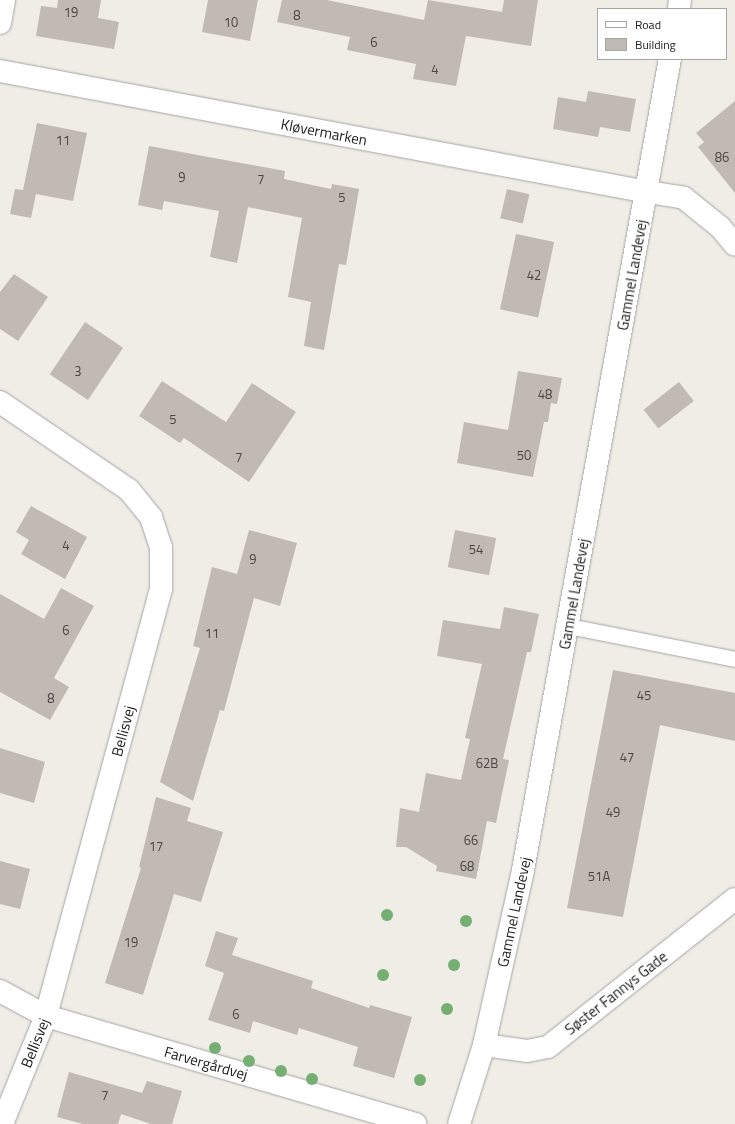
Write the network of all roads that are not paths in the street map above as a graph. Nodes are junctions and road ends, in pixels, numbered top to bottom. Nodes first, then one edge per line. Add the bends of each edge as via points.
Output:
1 (4, 0) edge
2 (0, 23) edge
3 (670, 60) edge
4 (0, 72) edge
5 (648, 192) junction
6 (735, 245) edge
7 (0, 402) edge
8 (569, 626) junction
9 (735, 659) edge
10 (735, 899) edge
11 (0, 991) edge
12 (46, 1016) junction
13 (484, 1045) junction
14 (2, 1124) edge
15 (416, 1124) edge
16 (459, 1124) edge

1 - 2 street
3 - 5 street, Gammel Landevej
4 - 5 street, Kløvermarken
5 - 6 street, Kløvermarken via 684,198 720,227
5 - 8 street, Gammel Landevej
7 - 12 street, Bellisvej via 129,490 151,517 161,547 162,589
8 - 9 lane
8 - 13 street, Gammel Landevej via 523,870
10 - 13 street, Søster Fannys Gade via 548,1047 527,1051
11 - 12 street, Farvergårdvej
12 - 14 street, Bellisvej
12 - 15 street, Farvergårdvej
13 - 16 street, Gammel Landevej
· · · · ·
▶ _Task_
Set the listing above down again exactly, leaving pictures out.

▶ _Task response_
Write the network of all roads that are not paths in the street map above as a graph. Nodes are junctions and road ends, in pixels, numbered top to bottom. Nodes first, then one edge per line. Add the bends of each edge as via points.
Output:
1 (4, 0) edge
2 (0, 23) edge
3 (670, 60) edge
4 (0, 72) edge
5 (648, 192) junction
6 (735, 245) edge
7 (0, 402) edge
8 (569, 626) junction
9 (735, 659) edge
10 (735, 899) edge
11 (0, 991) edge
12 (46, 1016) junction
13 (484, 1045) junction
14 (2, 1124) edge
15 (416, 1124) edge
16 (459, 1124) edge

1 - 2 street
3 - 5 street, Gammel Landevej
4 - 5 street, Kløvermarken
5 - 6 street, Kløvermarken via 684,198 720,227
5 - 8 street, Gammel Landevej
7 - 12 street, Bellisvej via 129,490 151,517 161,547 162,589
8 - 9 lane
8 - 13 street, Gammel Landevej via 523,870
10 - 13 street, Søster Fannys Gade via 548,1047 527,1051
11 - 12 street, Farvergårdvej
12 - 14 street, Bellisvej
12 - 15 street, Farvergårdvej
13 - 16 street, Gammel Landevej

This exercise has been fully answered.